### Requirement
Please read the records below and return each line holding the string "main".

:: Supplied entries ::

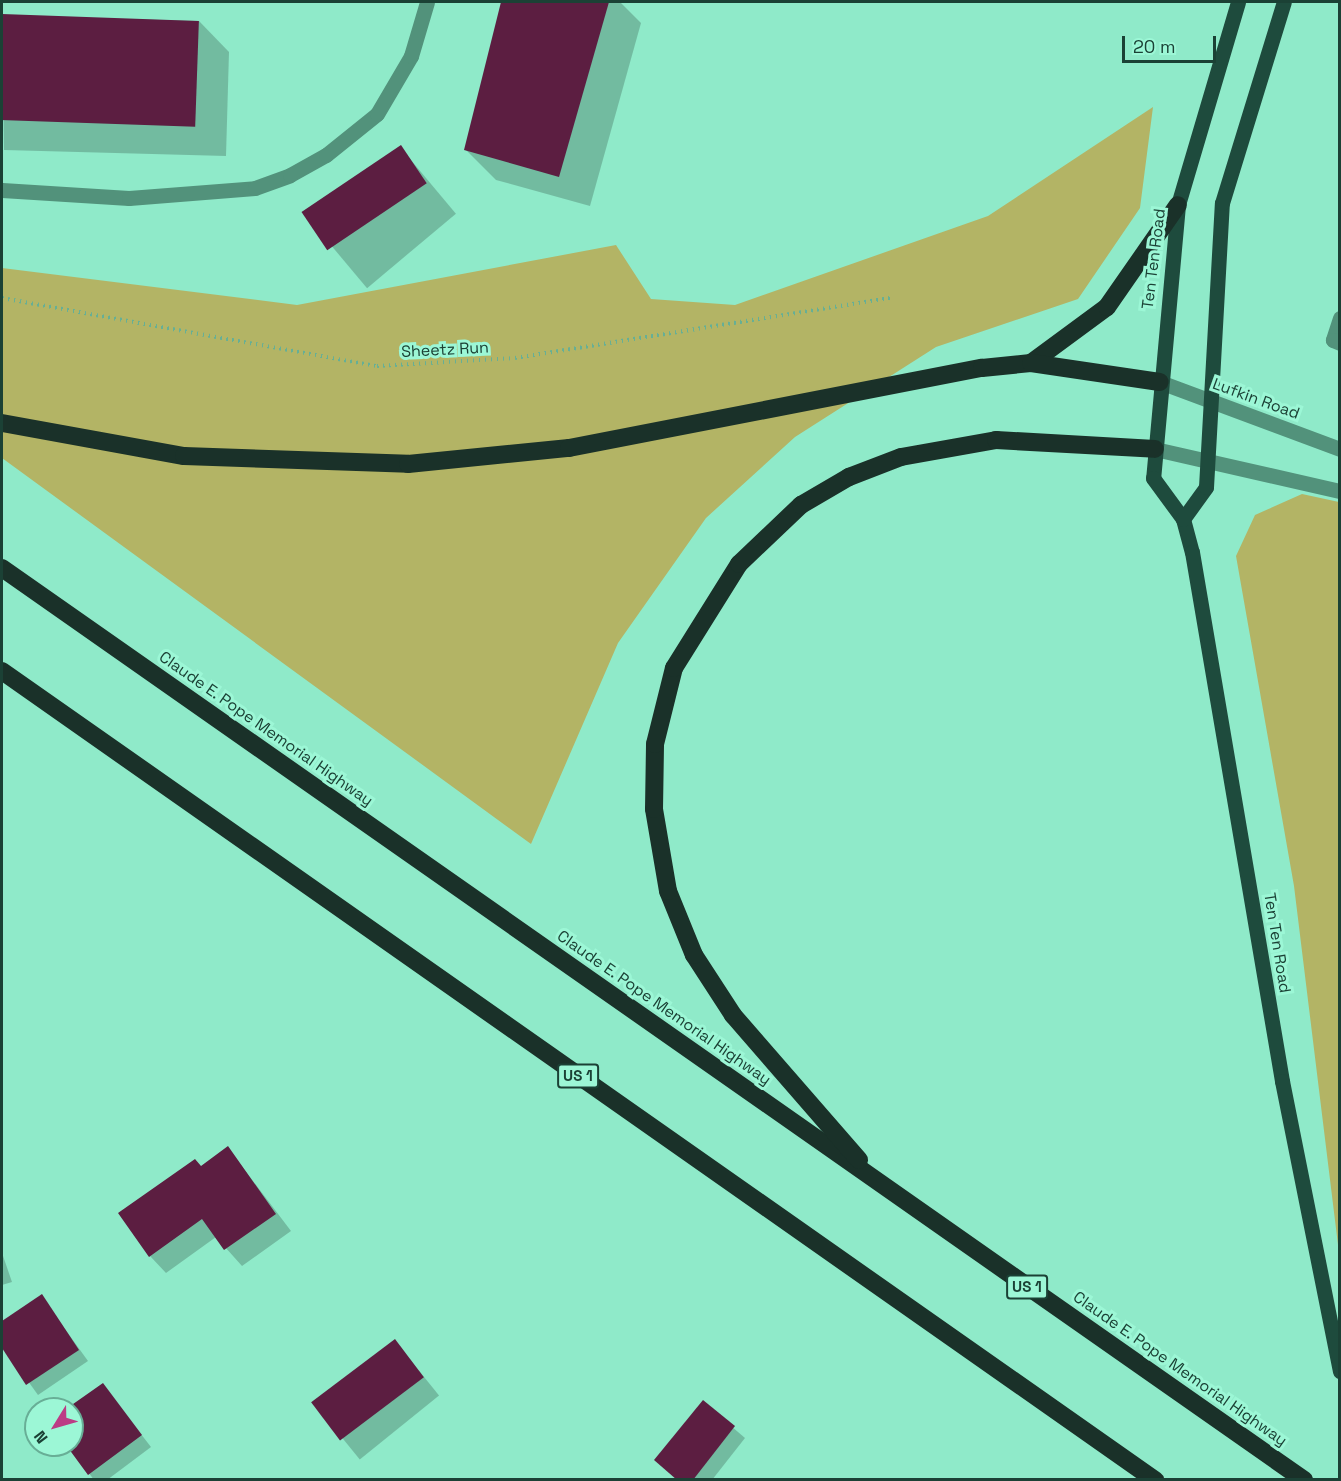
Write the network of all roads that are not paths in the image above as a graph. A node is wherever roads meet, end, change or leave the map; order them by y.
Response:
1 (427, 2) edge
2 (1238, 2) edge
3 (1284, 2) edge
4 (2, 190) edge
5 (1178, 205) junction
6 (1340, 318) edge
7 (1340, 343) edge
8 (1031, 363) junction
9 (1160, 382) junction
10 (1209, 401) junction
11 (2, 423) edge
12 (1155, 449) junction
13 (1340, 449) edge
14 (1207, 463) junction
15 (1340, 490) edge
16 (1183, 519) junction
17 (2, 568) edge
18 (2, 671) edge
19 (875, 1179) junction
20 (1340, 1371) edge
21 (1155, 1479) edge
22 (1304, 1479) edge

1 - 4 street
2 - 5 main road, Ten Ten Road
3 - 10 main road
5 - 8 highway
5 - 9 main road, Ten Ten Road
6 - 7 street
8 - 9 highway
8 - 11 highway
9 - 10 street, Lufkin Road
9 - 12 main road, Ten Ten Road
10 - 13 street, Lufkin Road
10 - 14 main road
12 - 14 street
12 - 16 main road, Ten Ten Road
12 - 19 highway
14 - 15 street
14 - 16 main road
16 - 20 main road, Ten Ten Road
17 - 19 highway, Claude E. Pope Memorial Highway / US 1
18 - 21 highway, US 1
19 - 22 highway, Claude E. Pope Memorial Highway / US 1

:::

### Task answer
2 - 5 main road, Ten Ten Road
3 - 10 main road
5 - 9 main road, Ten Ten Road
9 - 12 main road, Ten Ten Road
10 - 14 main road
12 - 16 main road, Ten Ten Road
14 - 16 main road
16 - 20 main road, Ten Ten Road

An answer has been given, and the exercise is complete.